Md Deen Islam, an associate professor of economics at the University of Dhaka, said many market players think since the exchange rate has been kept artificially low, the central bank would eventually be compelled to adjust it.
"Consequently, the supply of foreign currencies is dwindling as individuals prefer to hold onto foreign exchanges."
Other conventional factors, including capital outflows preceding the election cycle and the prevalence of illegal or informal channels for remittance transfers, have also taken a toll on remittance receipts, he said.
Historically, Bangladesh has grappled with a negative trade balance where import payments outweigh export receipts. Under such circumstances, funds sent by migrant workers have acted as a crucial buffer.
"Unfortunately, in recent months, remittances have seen a concerning decline. This presents a worrisome scenario," Islam said, warning that without the cushion of remittances, the exchange rate will rise.
The taka has lost its value by about 28 percent against the US dollar in the past one and a half years.
According to Islam, if the government or the central bank opts to control exchange rates, it will need to impose restrictions on imports.
In either case, inflation will surge, eroding the purchasing power of the populace and dampening economic activities, which, in turn, could lead to slower economic growth.
He said the recent plummet in remittances can also be attributed to the prevailing uncertainty surrounding the election.
"This uncertainty has cast a shadow on people's expectations about the country's future economic prospects."
A noted entrepreneur says businesses are facing difficulty in importing goods even for industrial use.
"The price of gas is high while there is no assurance of uninterrupted supply of electricity.
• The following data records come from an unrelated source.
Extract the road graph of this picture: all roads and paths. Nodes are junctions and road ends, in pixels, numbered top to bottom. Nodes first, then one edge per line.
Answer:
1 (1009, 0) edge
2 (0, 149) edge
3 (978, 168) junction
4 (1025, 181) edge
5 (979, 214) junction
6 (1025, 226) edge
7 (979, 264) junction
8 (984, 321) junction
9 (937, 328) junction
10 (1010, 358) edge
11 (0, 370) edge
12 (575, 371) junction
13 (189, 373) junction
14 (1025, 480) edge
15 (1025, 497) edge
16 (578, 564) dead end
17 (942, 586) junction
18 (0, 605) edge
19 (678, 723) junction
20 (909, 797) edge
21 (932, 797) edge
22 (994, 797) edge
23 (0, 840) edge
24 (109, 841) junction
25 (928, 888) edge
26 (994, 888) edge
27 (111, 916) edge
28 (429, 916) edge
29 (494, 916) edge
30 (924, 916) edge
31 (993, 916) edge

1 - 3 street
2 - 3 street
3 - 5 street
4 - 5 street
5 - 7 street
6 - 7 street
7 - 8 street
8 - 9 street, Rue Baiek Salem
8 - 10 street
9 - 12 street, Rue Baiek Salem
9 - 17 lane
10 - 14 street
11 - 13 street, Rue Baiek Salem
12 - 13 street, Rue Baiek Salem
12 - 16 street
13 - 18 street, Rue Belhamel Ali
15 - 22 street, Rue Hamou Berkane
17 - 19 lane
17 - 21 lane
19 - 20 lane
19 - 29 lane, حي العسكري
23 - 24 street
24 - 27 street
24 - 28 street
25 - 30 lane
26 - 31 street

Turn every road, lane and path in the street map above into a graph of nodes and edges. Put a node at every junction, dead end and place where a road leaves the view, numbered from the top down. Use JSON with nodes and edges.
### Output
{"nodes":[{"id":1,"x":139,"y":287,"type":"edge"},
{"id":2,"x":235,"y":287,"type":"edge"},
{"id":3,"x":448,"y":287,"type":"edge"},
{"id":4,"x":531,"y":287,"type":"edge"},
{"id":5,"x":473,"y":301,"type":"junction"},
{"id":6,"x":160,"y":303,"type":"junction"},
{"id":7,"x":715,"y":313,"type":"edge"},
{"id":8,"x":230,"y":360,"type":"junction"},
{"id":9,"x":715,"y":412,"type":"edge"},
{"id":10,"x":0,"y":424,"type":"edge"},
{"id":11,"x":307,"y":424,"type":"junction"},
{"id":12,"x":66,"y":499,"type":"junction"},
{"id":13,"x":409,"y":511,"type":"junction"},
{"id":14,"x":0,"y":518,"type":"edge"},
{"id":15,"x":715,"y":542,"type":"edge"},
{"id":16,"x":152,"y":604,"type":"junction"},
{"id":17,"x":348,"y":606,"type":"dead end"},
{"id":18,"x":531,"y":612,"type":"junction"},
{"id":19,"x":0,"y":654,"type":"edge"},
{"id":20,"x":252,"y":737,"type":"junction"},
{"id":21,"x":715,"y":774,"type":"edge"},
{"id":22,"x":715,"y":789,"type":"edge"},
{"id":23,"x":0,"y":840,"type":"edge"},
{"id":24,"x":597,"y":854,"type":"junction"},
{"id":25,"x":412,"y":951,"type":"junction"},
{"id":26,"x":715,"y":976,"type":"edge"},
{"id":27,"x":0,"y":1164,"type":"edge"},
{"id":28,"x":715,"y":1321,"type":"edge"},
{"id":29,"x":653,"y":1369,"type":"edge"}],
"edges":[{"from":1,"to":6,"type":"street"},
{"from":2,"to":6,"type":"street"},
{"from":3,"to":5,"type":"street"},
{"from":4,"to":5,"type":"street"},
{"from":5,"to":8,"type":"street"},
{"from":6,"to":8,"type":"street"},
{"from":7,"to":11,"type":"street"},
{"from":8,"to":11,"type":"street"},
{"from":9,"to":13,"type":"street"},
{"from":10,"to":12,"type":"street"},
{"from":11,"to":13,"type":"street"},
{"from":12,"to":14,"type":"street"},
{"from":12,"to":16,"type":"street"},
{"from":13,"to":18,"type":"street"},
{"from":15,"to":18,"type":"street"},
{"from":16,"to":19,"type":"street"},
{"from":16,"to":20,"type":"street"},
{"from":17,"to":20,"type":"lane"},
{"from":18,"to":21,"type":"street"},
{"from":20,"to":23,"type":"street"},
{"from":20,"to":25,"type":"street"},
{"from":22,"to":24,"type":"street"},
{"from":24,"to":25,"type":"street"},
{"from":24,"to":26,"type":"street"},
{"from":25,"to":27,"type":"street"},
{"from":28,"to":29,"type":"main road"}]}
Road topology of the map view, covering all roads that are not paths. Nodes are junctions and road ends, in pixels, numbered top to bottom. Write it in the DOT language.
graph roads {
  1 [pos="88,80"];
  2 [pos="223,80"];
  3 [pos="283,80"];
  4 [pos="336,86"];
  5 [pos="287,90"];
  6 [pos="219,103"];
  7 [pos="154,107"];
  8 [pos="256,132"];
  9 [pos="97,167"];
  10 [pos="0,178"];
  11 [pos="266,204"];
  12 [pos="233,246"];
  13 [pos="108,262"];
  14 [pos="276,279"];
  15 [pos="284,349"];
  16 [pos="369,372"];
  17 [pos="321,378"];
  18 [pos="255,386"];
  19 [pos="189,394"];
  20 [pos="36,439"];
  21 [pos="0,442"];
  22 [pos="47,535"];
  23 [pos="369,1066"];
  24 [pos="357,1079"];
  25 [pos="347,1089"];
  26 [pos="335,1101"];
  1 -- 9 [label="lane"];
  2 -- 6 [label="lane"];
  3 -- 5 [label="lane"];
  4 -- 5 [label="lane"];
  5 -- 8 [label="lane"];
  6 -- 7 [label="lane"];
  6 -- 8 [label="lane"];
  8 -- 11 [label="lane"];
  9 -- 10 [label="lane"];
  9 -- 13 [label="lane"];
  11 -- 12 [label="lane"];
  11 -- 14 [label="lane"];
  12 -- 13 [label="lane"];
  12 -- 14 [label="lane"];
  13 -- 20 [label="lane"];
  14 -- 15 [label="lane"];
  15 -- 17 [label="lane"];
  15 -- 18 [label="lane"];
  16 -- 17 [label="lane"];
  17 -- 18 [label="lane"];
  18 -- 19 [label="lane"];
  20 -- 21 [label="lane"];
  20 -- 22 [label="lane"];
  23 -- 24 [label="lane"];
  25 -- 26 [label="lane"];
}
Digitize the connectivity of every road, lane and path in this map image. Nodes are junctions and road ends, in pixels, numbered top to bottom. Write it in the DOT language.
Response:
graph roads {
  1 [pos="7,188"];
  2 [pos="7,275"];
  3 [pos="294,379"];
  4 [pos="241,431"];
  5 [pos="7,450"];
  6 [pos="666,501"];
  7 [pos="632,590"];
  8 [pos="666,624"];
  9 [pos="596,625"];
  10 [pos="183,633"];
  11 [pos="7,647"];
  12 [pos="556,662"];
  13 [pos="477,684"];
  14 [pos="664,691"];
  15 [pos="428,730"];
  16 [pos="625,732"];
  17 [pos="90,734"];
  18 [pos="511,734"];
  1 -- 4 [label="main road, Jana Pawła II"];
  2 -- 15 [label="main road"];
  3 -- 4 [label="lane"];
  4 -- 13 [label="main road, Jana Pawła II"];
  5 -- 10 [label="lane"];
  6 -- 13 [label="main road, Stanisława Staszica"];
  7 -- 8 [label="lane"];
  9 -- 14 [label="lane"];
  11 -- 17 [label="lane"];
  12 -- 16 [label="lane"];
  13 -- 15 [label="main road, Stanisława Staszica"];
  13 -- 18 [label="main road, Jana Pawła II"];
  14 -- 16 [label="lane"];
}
People are more concerned about carrying out their regular activities smoothly, rather than political uncertainty."
He called for business-friendly attitudes of the revenue authorities and the Bangladesh Bank.
WHAT COULD BE DONE?
The return of the export growth to double digits will require export diversification focused on non-RMG shipments, according to Sadiq Ahmed.
He said some correction of the over-valuation of the real effective exchange rate has happened in recent months, especially in FY23.
"But trade protection continues unabated. In addition to the market-based exchange rate, this will require a sharp reduction in import duties and other para-tariffs like supplementary duties and regulatory duties. Improvements in trade logistics will also be necessary."
The economist suggested lifting the exchange rate and import restrictions to allow importers to buy necessary raw materials and goods used in production.
"Demand management should be used to lower imports rather than through import controls."
Ahmed thinks flexible management of the exchange rate and lowering of credit demands through higher interest rates will stabilise the balance of payments and allow growth momentum to accelerate without destabilising the macroeconomy.
However, Deen Islam does not see any solution to the current predicament in the short term.
"Expectations concerning the economy are intertwined with political stability. Nonetheless, the situation could be improved if certain market-oriented policies are adopted."
Firstly, the central bank should embrace a flexible exchange rate regime, allowing market forces to determine the prices of foreign currencies.
"This move would likely stimulate more exports and reduce the likelihood of speculative behaviour and currency manipulation by vested groups in the foreign exchange market," he said.
Secondly, there is a pressing need to bolster customs operations to effectively curtail foreign exchange outflows through under- or over-invoicing, he said.
"Thirdly, while the garment industry remains the dominant foreign exchange earner, it heavily relies on imported materials. In order to address this, efforts should be initiated to diversify exports and incentivise the sectors with lower import contents."